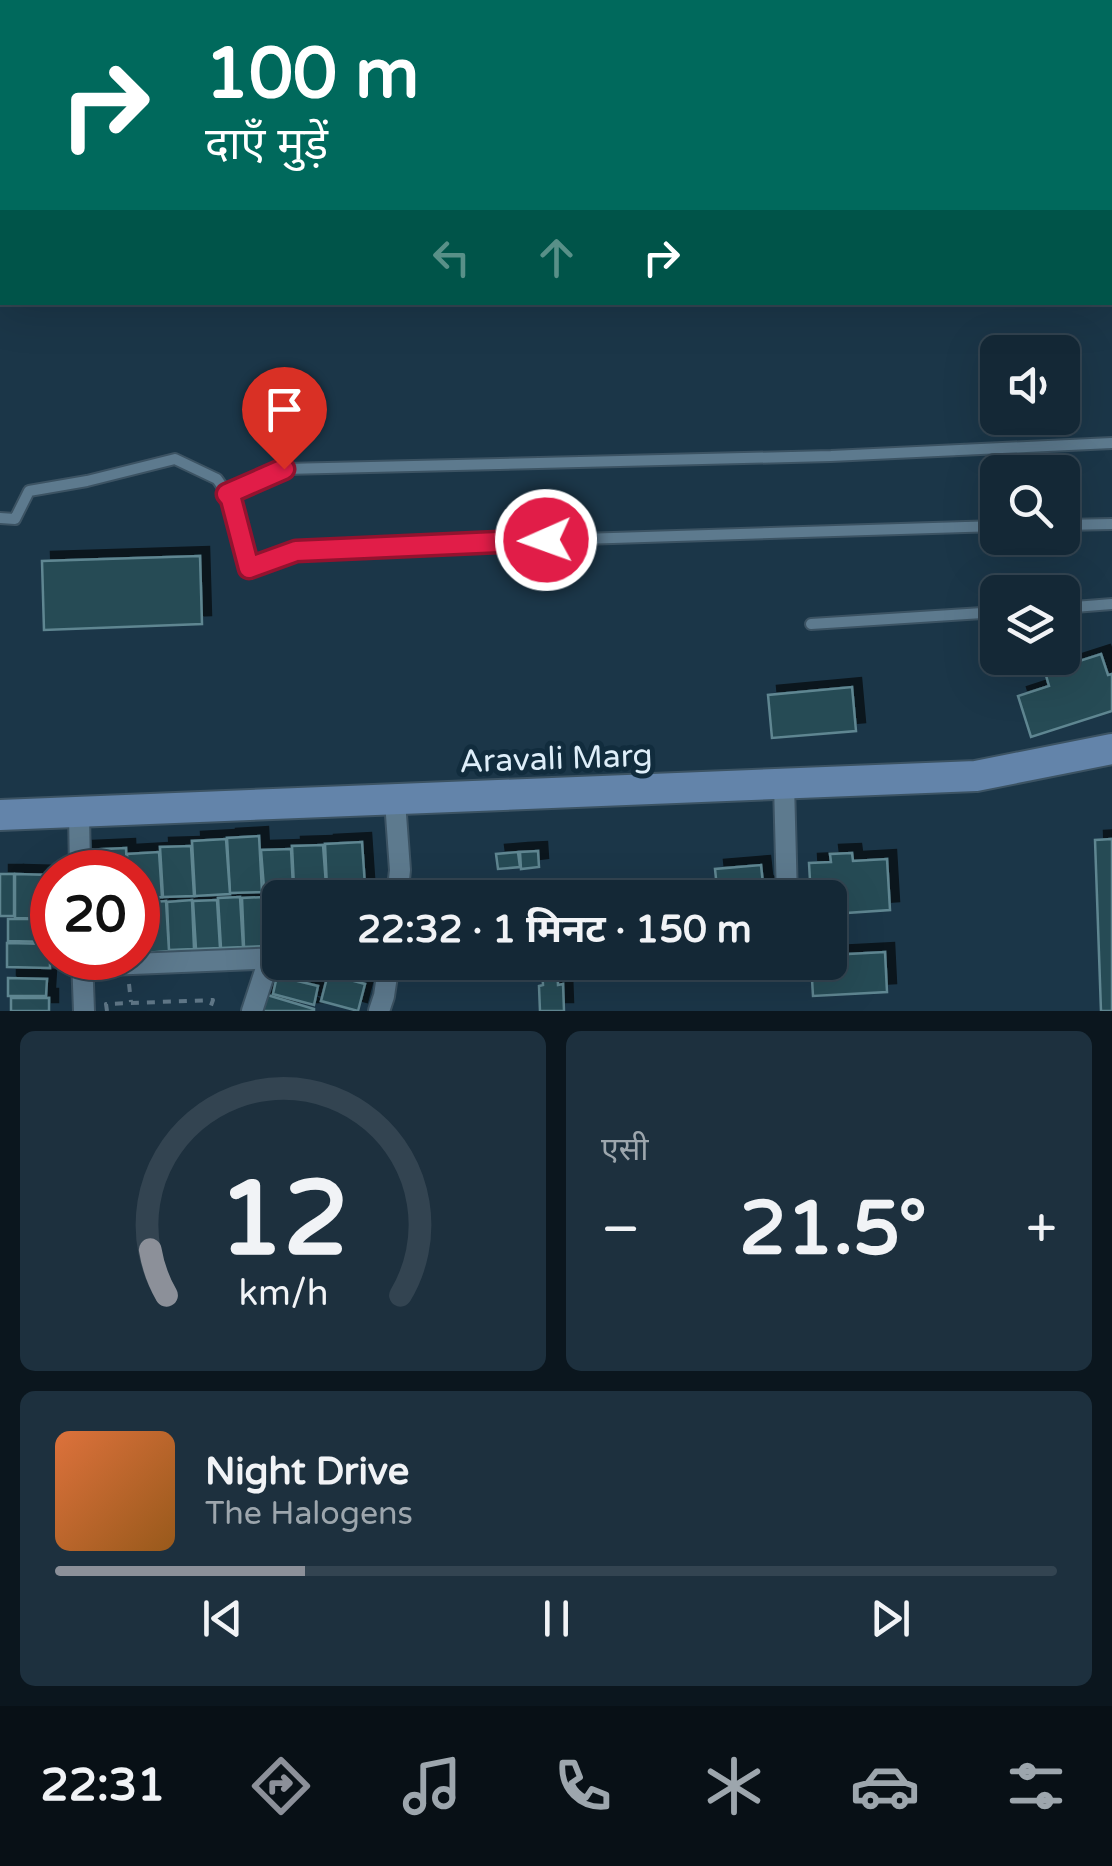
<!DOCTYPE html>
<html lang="hi">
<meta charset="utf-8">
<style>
:root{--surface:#142836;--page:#1d303e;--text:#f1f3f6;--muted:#9da6ad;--line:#334451;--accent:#8c9099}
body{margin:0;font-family:"Varela Round","Noto Sans Devanagari",sans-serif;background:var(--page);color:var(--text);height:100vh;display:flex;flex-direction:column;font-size:38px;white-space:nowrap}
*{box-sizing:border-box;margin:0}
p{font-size:32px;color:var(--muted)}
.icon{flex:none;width:55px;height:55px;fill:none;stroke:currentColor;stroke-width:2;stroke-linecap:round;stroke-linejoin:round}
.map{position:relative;height:1011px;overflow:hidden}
.drawer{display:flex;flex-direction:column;gap:20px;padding:20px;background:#0b161e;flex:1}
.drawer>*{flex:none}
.top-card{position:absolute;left:0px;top:0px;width:1112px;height:305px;box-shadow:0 10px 40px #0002,0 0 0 2px var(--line);background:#00695c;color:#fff;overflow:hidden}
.fabs{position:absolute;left:980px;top:335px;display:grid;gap:20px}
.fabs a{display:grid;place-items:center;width:100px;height:100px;border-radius:15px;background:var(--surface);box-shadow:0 10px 40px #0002,0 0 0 2px var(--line);font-size:50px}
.speed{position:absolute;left:30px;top:850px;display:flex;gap:20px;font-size:50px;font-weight:700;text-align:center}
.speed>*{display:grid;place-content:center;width:130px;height:130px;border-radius:50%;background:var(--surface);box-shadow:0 10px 40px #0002,0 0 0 2px var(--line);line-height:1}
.speed .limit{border:15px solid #d22;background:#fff;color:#111}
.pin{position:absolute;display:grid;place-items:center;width:85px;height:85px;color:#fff;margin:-102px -42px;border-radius:50% 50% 50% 0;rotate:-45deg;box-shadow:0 0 10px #0007}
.pin .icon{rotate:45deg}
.me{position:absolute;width:110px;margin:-55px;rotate:268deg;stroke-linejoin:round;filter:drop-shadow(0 0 8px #0008)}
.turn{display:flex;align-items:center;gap:35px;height:210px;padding:0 40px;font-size:45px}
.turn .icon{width:130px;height:130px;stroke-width:2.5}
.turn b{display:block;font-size:70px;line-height:85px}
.lanes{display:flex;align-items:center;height:95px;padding:0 40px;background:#0003;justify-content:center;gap:50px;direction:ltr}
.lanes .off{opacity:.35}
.big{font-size:75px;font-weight:700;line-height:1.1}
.drawer .tile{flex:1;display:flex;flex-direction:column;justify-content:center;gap:15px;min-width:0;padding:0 35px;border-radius:15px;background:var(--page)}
.drawer .dial{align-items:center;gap:0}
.dial svg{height:260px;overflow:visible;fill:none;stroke:var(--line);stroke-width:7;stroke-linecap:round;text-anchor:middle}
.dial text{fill:var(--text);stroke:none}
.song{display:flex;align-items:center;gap:30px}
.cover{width:120px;height:120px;border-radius:15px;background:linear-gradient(135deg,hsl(20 70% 55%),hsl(30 70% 35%))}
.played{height:10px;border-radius:5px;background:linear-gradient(90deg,var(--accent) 25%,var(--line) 25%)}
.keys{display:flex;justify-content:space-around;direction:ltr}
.heat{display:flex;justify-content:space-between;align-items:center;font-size:55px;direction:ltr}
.drawer .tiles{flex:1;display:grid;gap:20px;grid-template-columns:1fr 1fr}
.tile:last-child{grid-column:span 2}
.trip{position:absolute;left:262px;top:880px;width:585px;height:100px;border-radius:15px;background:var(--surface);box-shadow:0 10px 40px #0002,0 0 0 2px var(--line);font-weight:700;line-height:100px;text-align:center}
.tab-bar{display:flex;height:160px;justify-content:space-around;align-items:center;background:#081016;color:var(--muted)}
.tab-bar .icon{width:70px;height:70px}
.tab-bar .active{color:var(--accent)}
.tab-bar b{font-size:45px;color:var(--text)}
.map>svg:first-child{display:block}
.building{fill:#264b55;stroke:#5f8691;stroke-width:2.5;filter:url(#shadow)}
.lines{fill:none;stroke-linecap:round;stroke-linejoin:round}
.lane-casing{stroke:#3c5363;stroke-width:14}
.street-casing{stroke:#3c5363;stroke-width:24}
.secondary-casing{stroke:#3c5363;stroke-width:34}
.path{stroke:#5f7686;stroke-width:4;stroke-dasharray:8 8;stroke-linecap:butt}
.lane{stroke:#5d7a8e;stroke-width:10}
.street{stroke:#5d7a8e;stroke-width:20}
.secondary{stroke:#6384aa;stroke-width:30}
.route-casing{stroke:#92132f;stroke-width:25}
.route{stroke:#e11d48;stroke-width:18}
.labels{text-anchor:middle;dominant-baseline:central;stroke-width:10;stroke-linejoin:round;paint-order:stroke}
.street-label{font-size:32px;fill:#deeef9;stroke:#112c3d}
</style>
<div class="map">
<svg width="1112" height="1011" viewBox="0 0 1112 1011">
<defs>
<filter id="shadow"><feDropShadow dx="9" dy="-9" stdDeviation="0" flood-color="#0009"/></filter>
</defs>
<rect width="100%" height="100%" fill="#1b3648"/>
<g class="building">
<polygon points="200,556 202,624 44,630 42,561"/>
<polygon points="1101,654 1108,675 1112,674 1112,711 1031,737 1018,696 1049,686 1045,672"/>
<polygon points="852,687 856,731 772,738 768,695"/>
<polygon points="259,836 262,892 230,893 227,838"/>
<polygon points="226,839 230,894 195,896 192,841"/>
<polygon points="1112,839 1112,1011 1101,1011 1095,840"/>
<polygon points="362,842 365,886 327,888 325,844"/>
<polygon points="323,845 326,885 294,887 292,846"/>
<polygon points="191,846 194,896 163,897 160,847"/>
<polygon points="126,848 127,872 85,872 84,850"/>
<polygon points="291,849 293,887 264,888 261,850"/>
<polygon points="538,851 539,867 521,869 520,852"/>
<polygon points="159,852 162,897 138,899 138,872 128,872 127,854"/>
<polygon points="518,852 520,867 498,869 496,854"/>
<polygon points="852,853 853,861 887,859 890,910 832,914 833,926 830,926 830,898 811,898 809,863 831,862 830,854"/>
<polygon points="761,865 763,884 776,898 718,898 715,869"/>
<rect x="0" y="874" width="14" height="42"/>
<polygon points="15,874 52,875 52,919 15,918"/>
<polygon points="291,895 291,898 280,898 280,945 268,945 265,896"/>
<polygon points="240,897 243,947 221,948 218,898"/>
<polygon points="264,897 267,946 244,947 242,898"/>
<polygon points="192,900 194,949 169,950 167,902"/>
<polygon points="217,900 220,948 196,949 193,901"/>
<polygon points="166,901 169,951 145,953 142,903"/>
<polygon points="141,902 144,951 138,952 138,903"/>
<polygon points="8,919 50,919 50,942 8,941"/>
<polygon points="7,943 50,944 50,968 7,967"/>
<polygon points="885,952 887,992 813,996 811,962 830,962 830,955"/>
<polygon points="725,962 771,962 772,973 726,977"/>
<polygon points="557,968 558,985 563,984 564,1011 540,1011 539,986 543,985 542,969"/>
<polygon points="328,974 365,984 358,1011 321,1001"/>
<polygon points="277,976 318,986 314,1005 273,994"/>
<polygon points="8,978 47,979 46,996 8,996"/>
<polygon points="264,994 314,1009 314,1011 259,1011"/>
<rect x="11" y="998" width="38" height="13"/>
</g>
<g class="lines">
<g class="lane-casing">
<g id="lane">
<polyline points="1018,0 1018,2"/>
<polyline points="0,186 2,186"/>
<polyline points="227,494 284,469 831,456 1112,443"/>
<polyline points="0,518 15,519 29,491 87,481 175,459 217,479 231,499 249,568 296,551 581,539 998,526"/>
<polyline points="1062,525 1112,524"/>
<polyline points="1062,608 1112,604"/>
<polyline points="811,624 998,612"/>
</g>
</g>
<g class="street-casing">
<g id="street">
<polyline points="784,784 787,898"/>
<polyline points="395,801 400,870 397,898"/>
<polyline points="79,812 80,872"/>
<polyline points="82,958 84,1011"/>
<polyline points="788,962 788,963"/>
<polyline points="83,966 280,958"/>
<polyline points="252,1011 269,959"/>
<polyline points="379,1011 384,996 389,962"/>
</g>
</g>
<g class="secondary-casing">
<polyline id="secondary" points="0,815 976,776 1112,749"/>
</g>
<g class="path">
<polyline points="129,984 131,1002"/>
<polyline points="107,1011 106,1004 213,1000 209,1011"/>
</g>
<use href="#lane" class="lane"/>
<use href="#street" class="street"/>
<use href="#secondary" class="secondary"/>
</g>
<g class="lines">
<g class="route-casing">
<polyline id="route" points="284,469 227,494 231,499 249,568 296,551 546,540"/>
</g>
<use href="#route" class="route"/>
</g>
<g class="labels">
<g class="street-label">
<text transform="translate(556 759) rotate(-2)">Aravali Marg</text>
</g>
</g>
</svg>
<div class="fabs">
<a><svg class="icon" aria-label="sound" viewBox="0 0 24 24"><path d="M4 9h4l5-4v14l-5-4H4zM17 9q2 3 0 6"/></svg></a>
<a><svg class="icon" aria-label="search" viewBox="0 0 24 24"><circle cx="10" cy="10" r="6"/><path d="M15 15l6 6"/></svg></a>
<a><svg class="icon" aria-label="layers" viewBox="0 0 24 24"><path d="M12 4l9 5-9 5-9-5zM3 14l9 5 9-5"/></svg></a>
</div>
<div class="speed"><div class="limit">20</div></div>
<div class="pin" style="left:284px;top:469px;background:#d93025"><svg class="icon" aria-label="arrive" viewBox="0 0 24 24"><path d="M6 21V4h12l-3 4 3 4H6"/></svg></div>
<svg class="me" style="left:546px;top:540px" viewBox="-20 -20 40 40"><circle r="17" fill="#e11d48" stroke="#fff" stroke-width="3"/><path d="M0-11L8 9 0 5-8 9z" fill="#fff"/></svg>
<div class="trip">22:32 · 1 मिनट · 150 m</div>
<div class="top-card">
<div class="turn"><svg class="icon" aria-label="right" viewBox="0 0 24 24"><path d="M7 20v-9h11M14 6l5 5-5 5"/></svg><div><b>100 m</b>दाएँ मुड़ें</div></div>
<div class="lanes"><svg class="icon off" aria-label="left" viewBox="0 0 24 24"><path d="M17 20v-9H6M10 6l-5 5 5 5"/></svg><svg class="icon off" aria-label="ahead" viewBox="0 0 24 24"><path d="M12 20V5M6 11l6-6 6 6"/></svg><svg class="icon" aria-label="right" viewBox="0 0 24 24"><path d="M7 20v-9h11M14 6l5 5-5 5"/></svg></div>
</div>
</div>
<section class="drawer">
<div class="tiles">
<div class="tile dial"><svg viewBox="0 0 100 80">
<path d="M14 69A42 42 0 1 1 86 69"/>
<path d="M14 69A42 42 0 0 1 9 55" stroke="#8c9099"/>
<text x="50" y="56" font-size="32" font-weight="700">12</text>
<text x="50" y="72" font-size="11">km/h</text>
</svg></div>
<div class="tile"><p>एसी</p>
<div class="heat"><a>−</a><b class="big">21.5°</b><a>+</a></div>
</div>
<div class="tile">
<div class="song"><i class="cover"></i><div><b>Night Drive</b><p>The Halogens</p></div></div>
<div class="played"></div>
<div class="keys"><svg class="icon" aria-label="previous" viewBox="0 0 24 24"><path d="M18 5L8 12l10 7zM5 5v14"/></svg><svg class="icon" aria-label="pause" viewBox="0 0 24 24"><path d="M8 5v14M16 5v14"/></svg><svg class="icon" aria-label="next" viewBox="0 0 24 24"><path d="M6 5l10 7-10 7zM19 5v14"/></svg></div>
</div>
</div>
</section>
<nav class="tab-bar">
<b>22:31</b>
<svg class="icon active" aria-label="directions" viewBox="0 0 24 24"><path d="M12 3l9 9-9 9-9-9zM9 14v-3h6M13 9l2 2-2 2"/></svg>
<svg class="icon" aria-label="music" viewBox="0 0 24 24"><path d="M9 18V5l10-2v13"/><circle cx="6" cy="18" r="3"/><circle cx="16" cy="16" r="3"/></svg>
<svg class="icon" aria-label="phone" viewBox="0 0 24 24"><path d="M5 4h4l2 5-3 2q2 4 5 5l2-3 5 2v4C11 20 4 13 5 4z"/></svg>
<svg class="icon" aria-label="climate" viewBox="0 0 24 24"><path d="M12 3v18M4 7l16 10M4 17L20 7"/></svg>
<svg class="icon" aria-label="car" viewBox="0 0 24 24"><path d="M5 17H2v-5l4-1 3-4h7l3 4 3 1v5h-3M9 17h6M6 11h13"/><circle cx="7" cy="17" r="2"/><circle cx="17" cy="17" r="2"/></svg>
<svg class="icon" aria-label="filters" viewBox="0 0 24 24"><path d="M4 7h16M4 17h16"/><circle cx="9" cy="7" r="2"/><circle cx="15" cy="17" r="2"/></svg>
</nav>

Task brief
Where a line of the entries holds the string "gradient", include it in the count, and give only the final number.

Expected answer
2